--- DATASET Enclosed Below ---

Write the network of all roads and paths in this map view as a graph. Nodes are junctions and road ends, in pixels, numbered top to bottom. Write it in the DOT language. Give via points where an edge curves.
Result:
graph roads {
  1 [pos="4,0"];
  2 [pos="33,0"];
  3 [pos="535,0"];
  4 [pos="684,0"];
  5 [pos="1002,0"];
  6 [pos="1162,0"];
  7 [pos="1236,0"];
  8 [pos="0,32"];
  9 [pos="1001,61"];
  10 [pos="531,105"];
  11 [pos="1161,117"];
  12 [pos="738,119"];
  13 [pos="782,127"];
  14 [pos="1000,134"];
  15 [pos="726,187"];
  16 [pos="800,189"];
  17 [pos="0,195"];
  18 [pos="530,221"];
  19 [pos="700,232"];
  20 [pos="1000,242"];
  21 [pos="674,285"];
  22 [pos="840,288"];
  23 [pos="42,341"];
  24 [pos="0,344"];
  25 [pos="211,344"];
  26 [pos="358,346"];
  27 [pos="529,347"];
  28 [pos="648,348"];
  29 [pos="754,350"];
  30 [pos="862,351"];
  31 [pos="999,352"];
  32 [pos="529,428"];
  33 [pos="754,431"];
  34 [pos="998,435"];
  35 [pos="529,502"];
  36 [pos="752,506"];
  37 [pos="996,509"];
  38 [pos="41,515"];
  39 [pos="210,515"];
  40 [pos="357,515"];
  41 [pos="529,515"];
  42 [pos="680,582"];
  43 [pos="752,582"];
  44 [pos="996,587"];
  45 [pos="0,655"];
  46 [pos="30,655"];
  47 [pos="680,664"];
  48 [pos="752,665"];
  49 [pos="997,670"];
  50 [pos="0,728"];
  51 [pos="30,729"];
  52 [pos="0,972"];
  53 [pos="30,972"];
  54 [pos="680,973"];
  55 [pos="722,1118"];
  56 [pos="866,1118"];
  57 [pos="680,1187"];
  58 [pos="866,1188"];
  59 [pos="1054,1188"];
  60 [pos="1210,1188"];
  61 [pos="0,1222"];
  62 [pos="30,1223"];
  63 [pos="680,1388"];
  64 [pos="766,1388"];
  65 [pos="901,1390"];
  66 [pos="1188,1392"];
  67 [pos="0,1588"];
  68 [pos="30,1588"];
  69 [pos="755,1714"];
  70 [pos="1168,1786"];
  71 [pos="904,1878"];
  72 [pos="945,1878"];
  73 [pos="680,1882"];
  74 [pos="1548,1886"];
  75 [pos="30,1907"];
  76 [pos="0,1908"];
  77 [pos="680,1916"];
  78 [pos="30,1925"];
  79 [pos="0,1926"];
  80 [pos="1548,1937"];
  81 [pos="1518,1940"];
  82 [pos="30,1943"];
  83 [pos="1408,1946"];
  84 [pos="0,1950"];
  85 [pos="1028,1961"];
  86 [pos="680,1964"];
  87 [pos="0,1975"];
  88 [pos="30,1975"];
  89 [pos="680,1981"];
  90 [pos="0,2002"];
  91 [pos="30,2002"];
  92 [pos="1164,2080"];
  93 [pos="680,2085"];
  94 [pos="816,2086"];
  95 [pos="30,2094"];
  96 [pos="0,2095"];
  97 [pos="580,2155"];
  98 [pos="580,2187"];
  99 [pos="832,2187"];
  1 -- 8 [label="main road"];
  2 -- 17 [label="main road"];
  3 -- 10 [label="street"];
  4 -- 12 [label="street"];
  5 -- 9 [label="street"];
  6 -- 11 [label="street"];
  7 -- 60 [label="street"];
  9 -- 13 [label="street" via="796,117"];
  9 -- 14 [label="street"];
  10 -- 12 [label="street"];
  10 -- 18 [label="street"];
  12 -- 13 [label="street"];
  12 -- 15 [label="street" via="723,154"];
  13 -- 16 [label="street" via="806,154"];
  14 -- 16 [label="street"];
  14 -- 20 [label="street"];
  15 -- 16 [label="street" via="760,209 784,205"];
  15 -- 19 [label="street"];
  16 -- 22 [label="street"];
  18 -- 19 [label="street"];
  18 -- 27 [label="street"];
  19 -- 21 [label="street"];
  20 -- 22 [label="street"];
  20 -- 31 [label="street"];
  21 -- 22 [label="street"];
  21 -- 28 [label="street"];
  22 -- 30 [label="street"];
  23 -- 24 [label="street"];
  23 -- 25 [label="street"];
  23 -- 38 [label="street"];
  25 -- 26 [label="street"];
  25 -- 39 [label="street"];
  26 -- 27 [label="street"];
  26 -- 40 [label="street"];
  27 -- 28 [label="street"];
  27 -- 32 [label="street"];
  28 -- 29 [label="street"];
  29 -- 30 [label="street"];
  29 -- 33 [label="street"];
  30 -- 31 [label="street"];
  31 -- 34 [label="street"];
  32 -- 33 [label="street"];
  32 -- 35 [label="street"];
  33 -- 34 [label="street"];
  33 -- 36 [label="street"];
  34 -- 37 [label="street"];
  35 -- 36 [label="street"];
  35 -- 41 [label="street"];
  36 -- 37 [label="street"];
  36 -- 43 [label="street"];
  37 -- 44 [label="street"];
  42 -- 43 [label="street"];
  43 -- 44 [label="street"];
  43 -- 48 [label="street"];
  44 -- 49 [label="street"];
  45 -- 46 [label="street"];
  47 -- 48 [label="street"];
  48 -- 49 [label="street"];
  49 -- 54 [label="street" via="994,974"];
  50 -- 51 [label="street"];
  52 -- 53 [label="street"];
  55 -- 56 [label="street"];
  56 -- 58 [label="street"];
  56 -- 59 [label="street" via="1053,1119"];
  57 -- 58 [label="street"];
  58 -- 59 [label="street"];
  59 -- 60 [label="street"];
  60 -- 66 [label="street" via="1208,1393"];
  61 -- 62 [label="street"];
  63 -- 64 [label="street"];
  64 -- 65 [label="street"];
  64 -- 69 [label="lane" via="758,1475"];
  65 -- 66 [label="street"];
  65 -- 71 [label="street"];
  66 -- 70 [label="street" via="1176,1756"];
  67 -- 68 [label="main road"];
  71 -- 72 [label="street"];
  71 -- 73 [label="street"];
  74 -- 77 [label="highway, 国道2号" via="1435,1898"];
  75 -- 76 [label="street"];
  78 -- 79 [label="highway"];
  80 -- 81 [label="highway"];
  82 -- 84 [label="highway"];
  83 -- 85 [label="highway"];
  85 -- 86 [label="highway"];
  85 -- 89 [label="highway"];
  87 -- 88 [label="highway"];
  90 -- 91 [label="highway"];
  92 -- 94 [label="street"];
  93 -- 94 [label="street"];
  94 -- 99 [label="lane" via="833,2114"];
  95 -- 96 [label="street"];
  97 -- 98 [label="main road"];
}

--- End of Enclosed DATASET ---

Your answer must be an exact transcription of all the data above.

ANSWER SECTION:
Write the network of all roads and paths in this map view as a graph. Nodes are junctions and road ends, in pixels, numbered top to bottom. Write it in the DOT language. Give via points where an edge curves.
Result:
graph roads {
  1 [pos="4,0"];
  2 [pos="33,0"];
  3 [pos="535,0"];
  4 [pos="684,0"];
  5 [pos="1002,0"];
  6 [pos="1162,0"];
  7 [pos="1236,0"];
  8 [pos="0,32"];
  9 [pos="1001,61"];
  10 [pos="531,105"];
  11 [pos="1161,117"];
  12 [pos="738,119"];
  13 [pos="782,127"];
  14 [pos="1000,134"];
  15 [pos="726,187"];
  16 [pos="800,189"];
  17 [pos="0,195"];
  18 [pos="530,221"];
  19 [pos="700,232"];
  20 [pos="1000,242"];
  21 [pos="674,285"];
  22 [pos="840,288"];
  23 [pos="42,341"];
  24 [pos="0,344"];
  25 [pos="211,344"];
  26 [pos="358,346"];
  27 [pos="529,347"];
  28 [pos="648,348"];
  29 [pos="754,350"];
  30 [pos="862,351"];
  31 [pos="999,352"];
  32 [pos="529,428"];
  33 [pos="754,431"];
  34 [pos="998,435"];
  35 [pos="529,502"];
  36 [pos="752,506"];
  37 [pos="996,509"];
  38 [pos="41,515"];
  39 [pos="210,515"];
  40 [pos="357,515"];
  41 [pos="529,515"];
  42 [pos="680,582"];
  43 [pos="752,582"];
  44 [pos="996,587"];
  45 [pos="0,655"];
  46 [pos="30,655"];
  47 [pos="680,664"];
  48 [pos="752,665"];
  49 [pos="997,670"];
  50 [pos="0,728"];
  51 [pos="30,729"];
  52 [pos="0,972"];
  53 [pos="30,972"];
  54 [pos="680,973"];
  55 [pos="722,1118"];
  56 [pos="866,1118"];
  57 [pos="680,1187"];
  58 [pos="866,1188"];
  59 [pos="1054,1188"];
  60 [pos="1210,1188"];
  61 [pos="0,1222"];
  62 [pos="30,1223"];
  63 [pos="680,1388"];
  64 [pos="766,1388"];
  65 [pos="901,1390"];
  66 [pos="1188,1392"];
  67 [pos="0,1588"];
  68 [pos="30,1588"];
  69 [pos="755,1714"];
  70 [pos="1168,1786"];
  71 [pos="904,1878"];
  72 [pos="945,1878"];
  73 [pos="680,1882"];
  74 [pos="1548,1886"];
  75 [pos="30,1907"];
  76 [pos="0,1908"];
  77 [pos="680,1916"];
  78 [pos="30,1925"];
  79 [pos="0,1926"];
  80 [pos="1548,1937"];
  81 [pos="1518,1940"];
  82 [pos="30,1943"];
  83 [pos="1408,1946"];
  84 [pos="0,1950"];
  85 [pos="1028,1961"];
  86 [pos="680,1964"];
  87 [pos="0,1975"];
  88 [pos="30,1975"];
  89 [pos="680,1981"];
  90 [pos="0,2002"];
  91 [pos="30,2002"];
  92 [pos="1164,2080"];
  93 [pos="680,2085"];
  94 [pos="816,2086"];
  95 [pos="30,2094"];
  96 [pos="0,2095"];
  97 [pos="580,2155"];
  98 [pos="580,2187"];
  99 [pos="832,2187"];
  1 -- 8 [label="main road"];
  2 -- 17 [label="main road"];
  3 -- 10 [label="street"];
  4 -- 12 [label="street"];
  5 -- 9 [label="street"];
  6 -- 11 [label="street"];
  7 -- 60 [label="street"];
  9 -- 13 [label="street" via="796,117"];
  9 -- 14 [label="street"];
  10 -- 12 [label="street"];
  10 -- 18 [label="street"];
  12 -- 13 [label="street"];
  12 -- 15 [label="street" via="723,154"];
  13 -- 16 [label="street" via="806,154"];
  14 -- 16 [label="street"];
  14 -- 20 [label="street"];
  15 -- 16 [label="street" via="760,209 784,205"];
  15 -- 19 [label="street"];
  16 -- 22 [label="street"];
  18 -- 19 [label="street"];
  18 -- 27 [label="street"];
  19 -- 21 [label="street"];
  20 -- 22 [label="street"];
  20 -- 31 [label="street"];
  21 -- 22 [label="street"];
  21 -- 28 [label="street"];
  22 -- 30 [label="street"];
  23 -- 24 [label="street"];
  23 -- 25 [label="street"];
  23 -- 38 [label="street"];
  25 -- 26 [label="street"];
  25 -- 39 [label="street"];
  26 -- 27 [label="street"];
  26 -- 40 [label="street"];
  27 -- 28 [label="street"];
  27 -- 32 [label="street"];
  28 -- 29 [label="street"];
  29 -- 30 [label="street"];
  29 -- 33 [label="street"];
  30 -- 31 [label="street"];
  31 -- 34 [label="street"];
  32 -- 33 [label="street"];
  32 -- 35 [label="street"];
  33 -- 34 [label="street"];
  33 -- 36 [label="street"];
  34 -- 37 [label="street"];
  35 -- 36 [label="street"];
  35 -- 41 [label="street"];
  36 -- 37 [label="street"];
  36 -- 43 [label="street"];
  37 -- 44 [label="street"];
  42 -- 43 [label="street"];
  43 -- 44 [label="street"];
  43 -- 48 [label="street"];
  44 -- 49 [label="street"];
  45 -- 46 [label="street"];
  47 -- 48 [label="street"];
  48 -- 49 [label="street"];
  49 -- 54 [label="street" via="994,974"];
  50 -- 51 [label="street"];
  52 -- 53 [label="street"];
  55 -- 56 [label="street"];
  56 -- 58 [label="street"];
  56 -- 59 [label="street" via="1053,1119"];
  57 -- 58 [label="street"];
  58 -- 59 [label="street"];
  59 -- 60 [label="street"];
  60 -- 66 [label="street" via="1208,1393"];
  61 -- 62 [label="street"];
  63 -- 64 [label="street"];
  64 -- 65 [label="street"];
  64 -- 69 [label="lane" via="758,1475"];
  65 -- 66 [label="street"];
  65 -- 71 [label="street"];
  66 -- 70 [label="street" via="1176,1756"];
  67 -- 68 [label="main road"];
  71 -- 72 [label="street"];
  71 -- 73 [label="street"];
  74 -- 77 [label="highway, 国道2号" via="1435,1898"];
  75 -- 76 [label="street"];
  78 -- 79 [label="highway"];
  80 -- 81 [label="highway"];
  82 -- 84 [label="highway"];
  83 -- 85 [label="highway"];
  85 -- 86 [label="highway"];
  85 -- 89 [label="highway"];
  87 -- 88 [label="highway"];
  90 -- 91 [label="highway"];
  92 -- 94 [label="street"];
  93 -- 94 [label="street"];
  94 -- 99 [label="lane" via="833,2114"];
  95 -- 96 [label="street"];
  97 -- 98 [label="main road"];
}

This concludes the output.